Thank you for responding Darran. I feel this is a key issue in the philosophy of physics, as did Ronald Omnes.

In the abstract of his 2017 paper, "Is Uniqueness of Reality Predicted by the Quantum Laws", Omnes writes "The standard interpretation of q.m. takes for granted an impossibility of deriving wave function collapse from the Schrodinger equation. One raises an opposite possibility, which would make collapse one of the major predictions of this equation..." He goes on to say that his position - essentially that decoherence ("strong incoherence" as he puts it) leads to collapse - is proposed ONLY AS A CONJECTURE which he sees as 'bringing more harmony into this essential part of the philosophy of physics."

Furthermore, in "Quantum Mechanics and the Philosophy of ANW", Michael Epperson contends that facts are produced when the wave function collapses. I asked him whether facts are ever produced through a process of decoherence.

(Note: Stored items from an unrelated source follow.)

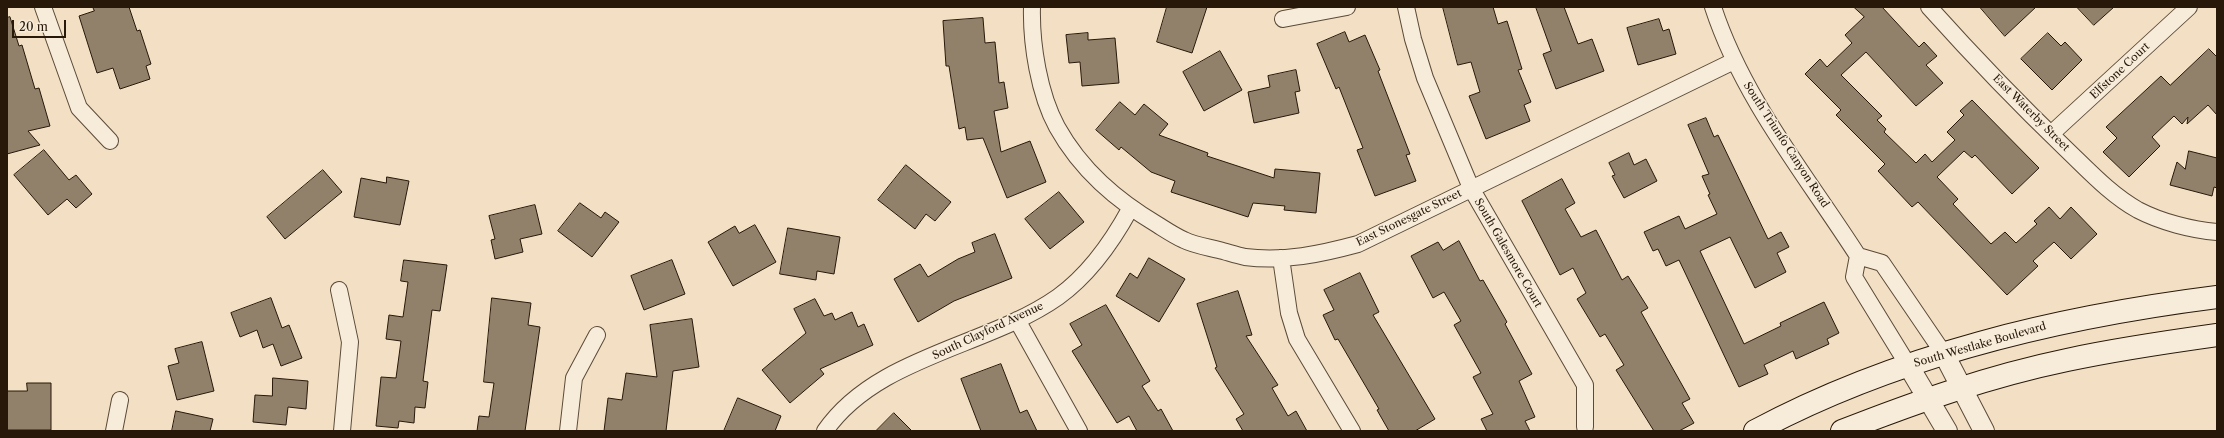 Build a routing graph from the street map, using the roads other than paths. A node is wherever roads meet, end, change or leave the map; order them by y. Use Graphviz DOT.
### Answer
graph roads {
  1 [pos="43,7"];
  2 [pos="1032,7"];
  3 [pos="1347,7"];
  4 [pos="1406,7"];
  5 [pos="1713,7"];
  6 [pos="1929,7"];
  7 [pos="2189,7"];
  8 [pos="1283,19"];
  9 [pos="1734,61"];
  10 [pos="2051,134"];
  11 [pos="110,141"];
  12 [pos="1471,188"];
  13 [pos="1130,209"];
  14 [pos="2217,232"];
  15 [pos="1858,256"];
  16 [pos="1281,258"];
  17 [pos="338,290"];
  18 [pos="2217,297"];
  19 [pos="1017,320"];
  20 [pos="597,335"];
  21 [pos="2217,335"];
  22 [pos="1944,354"];
  23 [pos="1908,365"];
  24 [pos="1962,388"];
  25 [pos="1928,399"];
  26 [pos="120,400"];
  27 [pos="1585,427"];
  28 [pos="114,431"];
  29 [pos="342,431"];
  30 [pos="568,431"];
  31 [pos="825,431"];
  32 [pos="1079,431"];
  33 [pos="1352,431"];
  34 [pos="1755,431"];
  35 [pos="1842,431"];
  36 [pos="1947,431"];
  37 [pos="1984,431"];
  1 -- 11 [label="street"];
  2 -- 13 [label="street, East Stonesgate Street"];
  3 -- 8 [label="street"];
  4 -- 12 [label="street, South Galesmore Court"];
  5 -- 9 [label="street, South Triunfo Canyon Road"];
  6 -- 10 [label="street, East Waterby Street"];
  7 -- 10 [label="street, Elfstone Court"];
  9 -- 12 [label="street, East Stonesgate Street"];
  9 -- 15 [label="street, South Triunfo Canyon Road"];
  10 -- 14 [label="street, East Waterby Street"];
  12 -- 16 [label="street, East Stonesgate Street"];
  12 -- 27 [label="street, South Galesmore Court"];
  13 -- 16 [label="street, East Stonesgate Street"];
  13 -- 19 [label="street, South Clayford Avenue"];
  15 -- 22 [label="street"];
  15 -- 23 [label="street"];
  16 -- 33 [label="street"];
  17 -- 29 [label="street"];
  18 -- 22 [label="main road, South Westlake Boulevard"];
  19 -- 31 [label="street, South Clayford Avenue"];
  19 -- 32 [label="street"];
  20 -- 30 [label="street"];
  21 -- 24 [label="main road"];
  22 -- 23 [label="main road, South Westlake Boulevard"];
  22 -- 24 [label="street"];
  23 -- 25 [label="street"];
  23 -- 34 [label="main road, South Westlake Boulevard"];
  24 -- 25 [label="main road"];
  24 -- 37 [label="street"];
  25 -- 35 [label="main road"];
  25 -- 36 [label="street"];
  26 -- 28 [label="street"];
}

He said NO.

One would think that Whiteheadian's, especially, might take the position that without experience of an event, there is no collapse, no actualization, and no facts about the universe are established.

I do not understand how anyone could prove, mathematically or otherwise, that facts are established in the world (spin up or down) while the phenomenon (spin up or spin down) remains unexperienced and therefore 'unmeasured'.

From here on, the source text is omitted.